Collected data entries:
%%
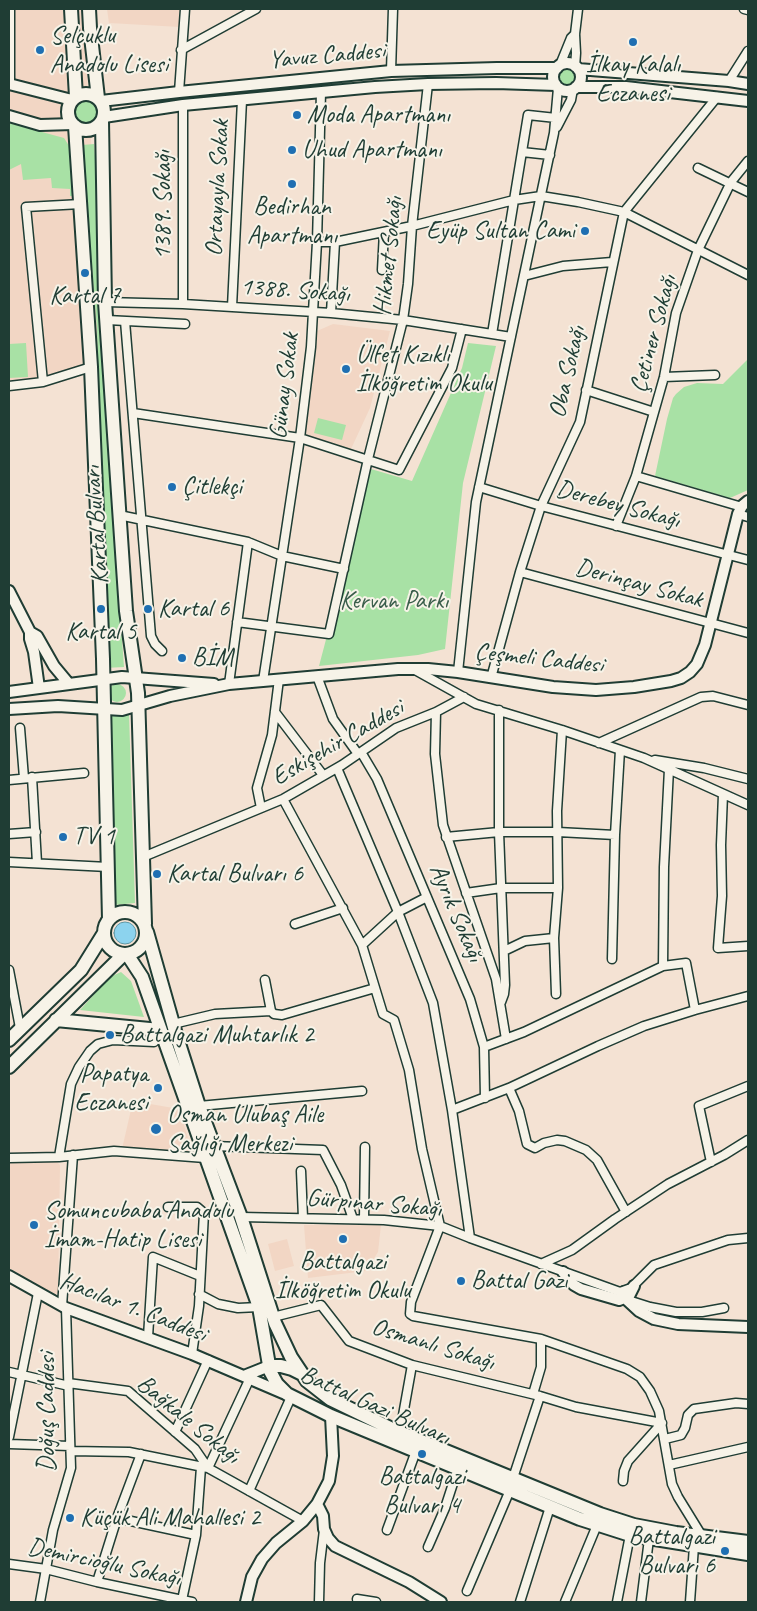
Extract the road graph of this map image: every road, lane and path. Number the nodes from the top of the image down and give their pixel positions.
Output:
1 (10, 9) edge
2 (70, 9) edge
3 (89, 9) edge
4 (185, 9) edge
5 (256, 9) edge
6 (393, 9) edge
7 (578, 9) edge
8 (744, 9) edge
9 (748, 10) edge
10 (575, 34) junction
11 (181, 50) junction
12 (748, 50) edge
13 (559, 66) junction
14 (576, 68) junction
15 (391, 71) junction
16 (729, 81) junction
17 (9, 84) edge
18 (428, 84) junction
19 (748, 84) edge
20 (557, 87) junction
21 (575, 88) junction
22 (179, 92) junction
23 (322, 92) junction
24 (717, 97) junction
25 (74, 98) junction
26 (100, 100) junction
27 (242, 100) junction
28 (748, 100) edge
29 (183, 105) junction
30 (9, 116) edge
31 (556, 118) junction
32 (103, 119) junction
33 (74, 125) junction
34 (554, 133) junction
35 (522, 152) junction
36 (550, 155) junction
37 (748, 161) edge
38 (698, 168) dead end
39 (731, 182) junction
40 (748, 192) edge
41 (541, 196) junction
42 (514, 200) junction
43 (81, 204) junction
44 (624, 212) junction
45 (412, 226) junction
46 (384, 232) junction
47 (317, 242) junction
48 (335, 242) junction
49 (698, 250) junction
50 (612, 262) junction
51 (382, 270) dead end
52 (748, 275) edge
53 (524, 276) junction
54 (105, 302) junction
55 (183, 304) junction
56 (232, 307) junction
57 (314, 311) junction
58 (331, 312) junction
59 (106, 320) junction
60 (403, 320) junction
61 (124, 321) junction
62 (185, 324) dead end
63 (462, 329) junction
64 (492, 334) junction
65 (511, 337) junction
66 (91, 367) junction
67 (715, 375) dead end
68 (664, 377) junction
69 (43, 382) junction
70 (9, 386) edge
71 (586, 390) junction
72 (654, 412) junction
73 (133, 413) junction
74 (300, 438) junction
75 (368, 459) junction
76 (636, 476) junction
77 (479, 487) junction
78 (541, 506) junction
79 (743, 507) edge
80 (119, 515) junction
81 (748, 517) edge
82 (142, 520) junction
83 (616, 526) junction
84 (248, 542) junction
85 (727, 555) junction
86 (282, 556) junction
87 (748, 560) edge
88 (344, 569) junction
89 (520, 572) junction
90 (9, 591) edge
91 (237, 622) junction
92 (712, 624) junction
93 (271, 626) junction
94 (30, 632) junction
95 (748, 633) edge
96 (162, 650) dead end
97 (413, 669) junction
98 (458, 672) junction
99 (317, 676) junction
100 (492, 678) junction
101 (136, 679) junction
102 (279, 680) junction
103 (102, 681) junction
104 (262, 681) junction
105 (69, 684) junction
106 (229, 684) junction
107 (39, 688) junction
108 (9, 692) edge
109 (464, 697) junction
110 (748, 704) edge
111 (138, 705) junction
112 (9, 709) edge
113 (104, 710) junction
114 (499, 710) junction
115 (275, 712) junction
116 (436, 712) junction
117 (20, 728) dead end
118 (562, 730) junction
119 (599, 743) junction
120 (620, 750) junction
121 (359, 753) junction
122 (644, 758) junction
123 (337, 768) junction
124 (669, 769) junction
125 (84, 773) dead end
126 (323, 776) junction
127 (32, 777) junction
128 (24, 778) junction
129 (748, 779) edge
130 (9, 780) edge
131 (723, 794) junction
132 (282, 798) junction
133 (748, 805) edge
134 (260, 808) junction
135 (36, 832) junction
136 (499, 832) junction
137 (558, 832) junction
138 (9, 834) edge
139 (615, 835) junction
140 (446, 837) junction
141 (143, 857) junction
142 (9, 862) edge
143 (37, 864) junction
144 (108, 867) junction
145 (501, 888) junction
146 (558, 888) junction
147 (466, 893) junction
148 (427, 897) junction
149 (343, 908) junction
150 (398, 912) junction
151 (109, 919) junction
152 (295, 924) dead end
153 (146, 928) junction
154 (104, 933) junction
155 (554, 938) junction
156 (362, 946) junction
157 (748, 946) edge
158 (504, 951) junction
159 (126, 954) junction
160 (612, 959) dead end
161 (663, 966) junction
162 (9, 970) edge
163 (265, 980) dead end
164 (374, 988) junction
165 (556, 994) dead end
166 (748, 996) edge
167 (501, 1003) junction
168 (695, 1010) junction
169 (270, 1011) junction
170 (56, 1020) junction
171 (173, 1024) junction
172 (20, 1028) junction
173 (157, 1029) junction
174 (506, 1039) junction
175 (9, 1040) edge
176 (484, 1047) junction
177 (9, 1067) edge
178 (748, 1086) edge
179 (509, 1088) junction
180 (362, 1091) dead end
181 (486, 1098) junction
182 (199, 1106) junction
183 (452, 1110) junction
184 (748, 1140) edge
185 (213, 1146) junction
186 (365, 1148) dead end
187 (73, 1155) junction
188 (58, 1157) junction
189 (9, 1158) edge
190 (206, 1158) junction
191 (711, 1162) junction
192 (301, 1171) dead end
193 (168, 1207) dead end
194 (626, 1212) junction
195 (240, 1217) junction
196 (303, 1218) junction
197 (353, 1219) junction
198 (364, 1219) junction
199 (440, 1226) junction
200 (470, 1238) junction
201 (748, 1238) edge
202 (541, 1264) junction
203 (564, 1272) joint
204 (9, 1276) edge
205 (200, 1276) junction
206 (634, 1286) joint
207 (38, 1293) junction
208 (199, 1294) junction
209 (625, 1295) junction
210 (64, 1307) junction
211 (259, 1307) junction
212 (724, 1308) dead end
213 (273, 1317) junction
214 (748, 1327) edge
215 (148, 1337) junction
216 (540, 1339) junction
217 (192, 1354) junction
218 (208, 1360) junction
219 (412, 1365) junction
220 (269, 1366) junction
221 (9, 1372) edge
222 (302, 1374) junction
223 (21, 1375) junction
224 (247, 1377) junction
225 (69, 1385) junction
226 (536, 1395) junction
227 (289, 1396) junction
228 (330, 1399) junction
229 (748, 1404) edge
230 (330, 1416) junction
231 (662, 1423) junction
232 (175, 1432) junction
233 (400, 1432) junction
234 (9, 1437) edge
235 (665, 1439) junction
236 (9, 1444) edge
237 (748, 1447) edge
238 (70, 1449) junction
239 (416, 1451) junction
240 (141, 1454) junction
241 (669, 1465) junction
242 (205, 1467) junction
243 (458, 1468) junction
244 (623, 1481) dead end
245 (511, 1484) junction
246 (249, 1491) junction
247 (317, 1504) junction
248 (550, 1507) junction
249 (118, 1518) junction
250 (303, 1521) junction
251 (597, 1525) junction
252 (324, 1529) junction
253 (387, 1530) dead end
254 (196, 1535) junction
255 (630, 1535) junction
256 (649, 1539) junction
257 (698, 1541) junction
258 (748, 1542) edge
259 (428, 1547) dead end
260 (748, 1554) edge
261 (9, 1564) edge
262 (46, 1569) junction
263 (98, 1582) junction
264 (467, 1591) dead end
265 (357, 1599) dead end
266 (182, 1600) junction
267 (40, 1602) edge
268 (192, 1602) edge
269 (246, 1602) edge
270 (319, 1602) edge
271 (376, 1602) edge
272 (441, 1602) edge
273 (520, 1602) edge
274 (565, 1602) edge
275 (617, 1602) edge
276 (641, 1602) edge
277 (690, 1602) edge

1 - 17 street
2 - 25 main road
3 - 26 main road
4 - 11 street
5 - 11 street
6 - 15 street
7 - 10 street
8 - 9 street
10 - 13 street
10 - 14 street
11 - 22 street
12 - 16 street
13 - 14 street
13 - 15 street, Yavuz Caddesi
13 - 20 street
14 - 16 street
14 - 21 street
15 - 22 street, Yavuz Caddesi
16 - 19 street
17 - 25 street
18 - 20 street, Yavuz Caddesi
18 - 23 street, Yavuz Caddesi
18 - 45 street, Hikmet Sokağı
20 - 21 street
20 - 31 street
21 - 24 street
21 - 34 street
22 - 26 street, Yavuz Caddesi
23 - 27 street, Yavuz Caddesi
23 - 47 street, Günay Sokak
24 - 28 street
24 - 44 street, Oba Sokağı
25 - 26 main road
25 - 33 main road
26 - 32 main road
27 - 29 street, Yavuz Caddesi
27 - 56 street, Ortayayla Sokak
29 - 32 street, Yavuz Caddesi
29 - 55 street, 1389. Sokağı
30 - 33 street
31 - 34 street
31 - 35 street
32 - 33 main road
32 - 54 main road, Kartal Bulvarı
33 - 43 main road, Kartal Bulvarı
34 - 36 street
35 - 36 street
35 - 42 street
36 - 41 street
37 - 39 street, Çetiner Sokağı
38 - 39 street
39 - 40 street
39 - 49 street, Çetiner Sokağı
41 - 42 street
41 - 44 street
41 - 53 street
42 - 45 street
42 - 64 street
43 - 66 main road, Kartal Bulvarı
43 - 69 street
44 - 49 street
44 - 50 street, Oba Sokağı
45 - 46 street
45 - 60 street, Hikmet Sokağı
46 - 48 street
46 - 51 street
47 - 48 street
47 - 57 street, Günay Sokak
48 - 58 street
49 - 52 street
49 - 68 street, Çetiner Sokağı
50 - 53 street
50 - 71 street, Oba Sokağı
53 - 65 street
54 - 55 street, 1388. Sokağı
54 - 59 main road, Kartal Bulvarı
55 - 56 street, 1388. Sokağı
56 - 57 street, 1388. Sokağı
57 - 58 street, 1388. Sokağı
57 - 74 street, Günay Sokak
58 - 60 street, 1388. Sokağı
59 - 61 street
59 - 80 main road, Kartal Bulvarı
60 - 63 street, 1388. Sokağı
60 - 75 street, Hikmet Sokağı
61 - 62 street
61 - 73 street
63 - 64 street, 1388. Sokağı
63 - 75 street
64 - 65 street, 1388. Sokağı
65 - 77 street
66 - 69 street
66 - 103 main road, Kartal Bulvarı
67 - 68 street
68 - 72 street, Çetiner Sokağı
69 - 70 street
71 - 72 street
71 - 78 street, Oba Sokağı
72 - 76 street, Çetiner Sokağı
73 - 74 street
73 - 82 street
74 - 75 street
74 - 86 street, Günay Sokak
75 - 88 street, Hikmet Sokağı
76 - 79 street
76 - 83 street, Çetiner Sokağı
77 - 78 street, Derebey Sokağı
77 - 98 street
78 - 83 street, Derebey Sokağı
78 - 89 street, Oba Sokağı
79 - 81 street
79 - 85 street, Çeşmeli Caddesi
80 - 82 street
80 - 101 main road, Kartal Bulvarı
82 - 84 street
82 - 96 street
83 - 85 street, Derebey Sokağı
84 - 86 street
84 - 91 street
85 - 87 street, Derebey Sokağı
85 - 92 street, Çeşmeli Caddesi
86 - 88 street
86 - 93 street, Günay Sokak
88 - 93 street, Hikmet Sokağı
89 - 92 street, Derinçay Sokak
89 - 100 street, Oba Sokağı
90 - 94 street
91 - 93 street
91 - 106 street
92 - 95 street, Derinçay Sokak
92 - 100 street, Çeşmeli Caddesi
93 - 104 street, Günay Sokak
94 - 105 street
94 - 107 street
97 - 98 street, Çeşmeli Caddesi
97 - 99 street, Çeşmeli Caddesi
97 - 109 street
98 - 100 street, Çeşmeli Caddesi
99 - 102 street, Çeşmeli Caddesi
99 - 121 street, Ayrık Sokağı
101 - 103 street, Çeşmeli Caddesi
101 - 106 street, Çeşmeli Caddesi
101 - 111 main road, Kartal Bulvarı
102 - 104 street, Çeşmeli Caddesi
102 - 115 street
103 - 105 street, Çeşmeli Caddesi
103 - 113 main road, Kartal Bulvarı
104 - 106 street, Çeşmeli Caddesi
105 - 107 street, Çeşmeli Caddesi
106 - 111 street, Çeşmeli Caddesi
107 - 108 street, Çeşmeli Caddesi
109 - 114 street
109 - 116 street, Eskişehir Caddesi
110 - 119 street
111 - 113 street, Çeşmeli Caddesi
111 - 141 main road, Kartal Bulvarı
112 - 113 street, Çeşmeli Caddesi
113 - 144 main road, Kartal Bulvarı
114 - 118 street
114 - 136 street
115 - 126 street
115 - 134 street
116 - 121 street, Eskişehir Caddesi
116 - 140 street
117 - 128 street
118 - 119 street
118 - 137 street
119 - 120 street
120 - 122 street
120 - 139 street
121 - 123 street, Eskişehir Caddesi
121 - 148 street, Ayrık Sokağı
122 - 124 street
122 - 129 street
123 - 126 street, Eskişehir Caddesi
123 - 150 street
124 - 131 street
124 - 161 street
125 - 127 street
126 - 132 street, Eskişehir Caddesi
127 - 128 street
127 - 135 street
128 - 130 street
131 - 133 street
131 - 157 street
132 - 134 street, Eskişehir Caddesi
132 - 149 street
134 - 141 street, Eskişehir Caddesi
135 - 138 street
135 - 143 street
136 - 137 street
136 - 140 street
136 - 145 street
137 - 139 street
137 - 146 street
139 - 160 street
140 - 147 street
141 - 153 main road, Kartal Bulvarı
142 - 143 street
143 - 144 street
144 - 151 main road, Kartal Bulvarı
145 - 146 street
145 - 147 street
145 - 158 street
146 - 155 street
147 - 167 street
148 - 150 street
148 - 176 street, Ayrık Sokağı
149 - 152 street
149 - 156 street
150 - 156 street
150 - 183 street
151 - 153 main road
151 - 154 main road
153 - 159 main road
153 - 171 main road, Battal Gazi Bulvarı
154 - 159 main road
154 - 172 main road
155 - 158 street
155 - 165 street
156 - 164 street
158 - 167 street
159 - 170 main road
159 - 173 main road, Battal Gazi Bulvarı
161 - 168 street
161 - 174 street
162 - 172 street
163 - 169 street
164 - 169 street
164 - 199 street
166 - 168 street
167 - 174 street
168 - 179 street
169 - 171 street
170 - 173 main road
170 - 177 main road
171 - 182 main road, Battal Gazi Bulvarı
172 - 175 main road
173 - 188 street
173 - 190 main road, Battal Gazi Bulvarı
174 - 176 street
176 - 181 street, Ayrık Sokağı
178 - 191 street
179 - 181 street
179 - 194 street
180 - 182 street
181 - 183 street
182 - 185 main road, Battal Gazi Bulvarı
183 - 200 street
184 - 191 street
185 - 195 main road, Battal Gazi Bulvarı
185 - 197 street
186 - 198 street
187 - 188 street
187 - 190 street
187 - 210 street, Doğuş Caddesi
188 - 189 street
190 - 211 main road, Battal Gazi Bulvarı
191 - 194 street
192 - 196 street
193 - 205 street
194 - 202 street
195 - 196 street, Gürpınar Sokağı
195 - 213 main road, Battal Gazi Bulvarı
196 - 197 street, Gürpınar Sokağı
197 - 198 street, Gürpınar Sokağı
198 - 199 street, Gürpınar Sokağı
199 - 200 street, Gürpınar Sokağı
199 - 216 street
200 - 202 street, Gürpınar Sokağı
201 - 206 street
202 - 203 street, Gürpınar Sokağı
203 - 209 street
204 - 207 street, Hacılar 1. Caddesi
205 - 208 street
205 - 215 street
206 - 209 street
207 - 210 street, Hacılar 1. Caddesi
207 - 223 street
208 - 211 street
208 - 217 street
209 - 212 street
209 - 214 street
210 - 215 street, Hacılar 1. Caddesi
210 - 225 street, Doğuş Caddesi
211 - 220 main road, Battal Gazi Bulvarı
213 - 219 street, Osmanlı Sokağı
213 - 222 main road, Battal Gazi Bulvarı
215 - 217 street, Hacılar 1. Caddesi
216 - 226 street
216 - 231 street
217 - 218 street, Hacılar 1. Caddesi
218 - 224 street, Hacılar 1. Caddesi
218 - 232 street
219 - 226 street, Osmanlı Sokağı
219 - 233 street
220 - 222 main road
220 - 224 street
220 - 227 main road, Battal Gazi Bulvarı
221 - 223 street, Bağkale Sokağı
222 - 228 main road, Battal Gazi Bulvarı
223 - 225 street, Bağkale Sokağı
223 - 234 street
224 - 227 street, Hacılar 1. Caddesi
224 - 242 street
225 - 232 street, Bağkale Sokağı
225 - 238 street, Doğuş Caddesi
226 - 231 street, Osmanlı Sokağı
226 - 245 street
227 - 230 main road, Battal Gazi Bulvarı
227 - 246 street
228 - 230 main road
228 - 233 main road, Battal Gazi Bulvarı
229 - 235 street
230 - 239 main road, Battal Gazi Bulvarı
230 - 247 street
231 - 235 street
231 - 244 street
232 - 242 street, Bağkale Sokağı
233 - 245 main road, Battal Gazi Bulvarı
235 - 241 street
236 - 238 street
237 - 241 street
238 - 240 street
238 - 262 street, Doğuş Caddesi
239 - 243 main road, Battal Gazi Bulvarı
239 - 253 street
240 - 242 street
240 - 249 street
241 - 257 street
242 - 246 street, Bağkale Sokağı
242 - 254 street
243 - 245 main road, Battal Gazi Bulvarı
243 - 259 street
245 - 248 main road, Battal Gazi Bulvarı
245 - 257 main road, Battal Gazi Bulvarı
245 - 264 street
246 - 250 street, Bağkale Sokağı
247 - 250 street
247 - 252 street
248 - 251 main road, Battal Gazi Bulvarı
248 - 273 street
249 - 254 street
249 - 263 street
250 - 269 street
251 - 255 main road, Battal Gazi Bulvarı
251 - 274 street
252 - 270 street
252 - 272 street
254 - 266 street
255 - 256 main road, Battal Gazi Bulvarı
255 - 275 street
256 - 257 main road, Battal Gazi Bulvarı
256 - 276 street
257 - 258 main road, Battal Gazi Bulvarı
257 - 260 main road, Battal Gazi Bulvarı
257 - 277 street
261 - 262 street, Demircioğlu Sokağı
262 - 263 street, Demircioğlu Sokağı
262 - 267 street, Doğuş Caddesi
263 - 266 street, Demircioğlu Sokağı
265 - 271 street
266 - 268 street, Demircioğlu Sokağı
%%
Each line of the entries that contains the word "Derinçay" should be listed.

89 - 92 street, Derinçay Sokak
92 - 95 street, Derinçay Sokak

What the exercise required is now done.